Stake (1995) describes different types of case studies that are used by researchers for different purposes: intrinsic, instrumental and collective case studies. Intrinsic case studies are ones where the researcher is interested in the case, in its own right, and the particulars of the case form the research. Instrumental case studies are those where the case study is explored to examine a broader research question. The use of this case study is to understand something other than the particulars of the case itself. Collective case studies consist of several instrumental case studies that work together to answer a research question (Stake, 1995). Case studies are generally carried out over seven sequential stages:
1. “Identifying the research as an issue, problem or hypothesis 2. Asking research questions and drawing up ethical guidelines 3. Collecting and storing data
4. Generating and testing analytical statements 5. Interpreting or explaining the analytical statements 6. Deciding on the outcome and writing the case report 7. Finishing and publishing”
However, progression through the stages is flexible and at times cyclical. The research questions and methods of data collection and analysis are likely to change as the case study progresses. If early questions or data collection methods are not working or if new issues emerge then the design can be changed (Stake, 1995; Bassey, 1999). Luck Jackson & Usher (2006) argue that case study research is in a unique position to span research paradigms and data collection approaches due to this flexibility. There are no universally agreed set of methods for data collection and analysis, instead methods are chosen for their usefulness and appropriateness to the research question (Luck, Jackson & Usher, 2006). This flexibility allows the researcher to choose the most appropriate methods of data collection for the research question rather than being bound by a traditionally quantitative or qualitative approach (Luck, Jackson & Usher, 2006).

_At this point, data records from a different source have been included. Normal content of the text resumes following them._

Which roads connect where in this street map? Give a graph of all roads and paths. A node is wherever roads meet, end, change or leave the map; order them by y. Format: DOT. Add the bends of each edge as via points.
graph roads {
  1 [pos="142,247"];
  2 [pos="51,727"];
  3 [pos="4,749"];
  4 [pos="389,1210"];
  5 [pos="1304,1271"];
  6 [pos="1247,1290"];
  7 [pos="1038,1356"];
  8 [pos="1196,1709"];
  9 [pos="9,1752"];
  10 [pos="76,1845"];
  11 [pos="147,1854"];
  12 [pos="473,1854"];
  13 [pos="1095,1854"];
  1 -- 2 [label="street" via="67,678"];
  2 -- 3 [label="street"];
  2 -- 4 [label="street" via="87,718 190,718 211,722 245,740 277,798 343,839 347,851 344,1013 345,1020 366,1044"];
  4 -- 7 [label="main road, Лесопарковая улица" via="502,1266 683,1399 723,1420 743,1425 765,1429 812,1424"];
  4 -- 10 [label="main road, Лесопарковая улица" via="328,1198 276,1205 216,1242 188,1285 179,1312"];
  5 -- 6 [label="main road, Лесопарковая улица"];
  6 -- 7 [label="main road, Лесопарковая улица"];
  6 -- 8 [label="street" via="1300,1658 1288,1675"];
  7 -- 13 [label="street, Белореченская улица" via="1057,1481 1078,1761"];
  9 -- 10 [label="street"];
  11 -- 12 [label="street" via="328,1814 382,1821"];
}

One criticism of case study research is the perceived inability to generalise findings. Even a number of collective case studies are unlikely to provide a large enough sample to be representative of others (Stake, 1995). However, this criticism misses the point of case study research because case study research should focus on the particulars not the generalisations and the emphasis is on describing the uniqueness of the case (Stake, 1995). This is not to say that you cannot generalise from case study research, it is just not the main purpose. In educational settings, generalisations are needed in order to inform policy and best practice. Case studies in educational settings, in particular, explore such a complex social situation that it is difficult to infer correlation from case study findings. Researchers cannot state that that teachers should “Do X and students will learn Y” because there are many more variables than just “X” that influence Y (Bassey, 1999, p. 51). Instead, Bassey (1999) describes “fuzzy generalisations” (p. 51) that can be drawn. Bassey changes the wording slightly to “do X and your students may learn more” to show the element of uncertainty and give teachers the opportunity to explore the approach in their own settings (Bassey, 1999, p. 51). The aim of the case study is to report that something has happened in one setting and it may happen elsewhere (Bassey, 1999). In mixed methods case studies, this “fuzzy generalisation” may then be explored more widely using quantitative approaches.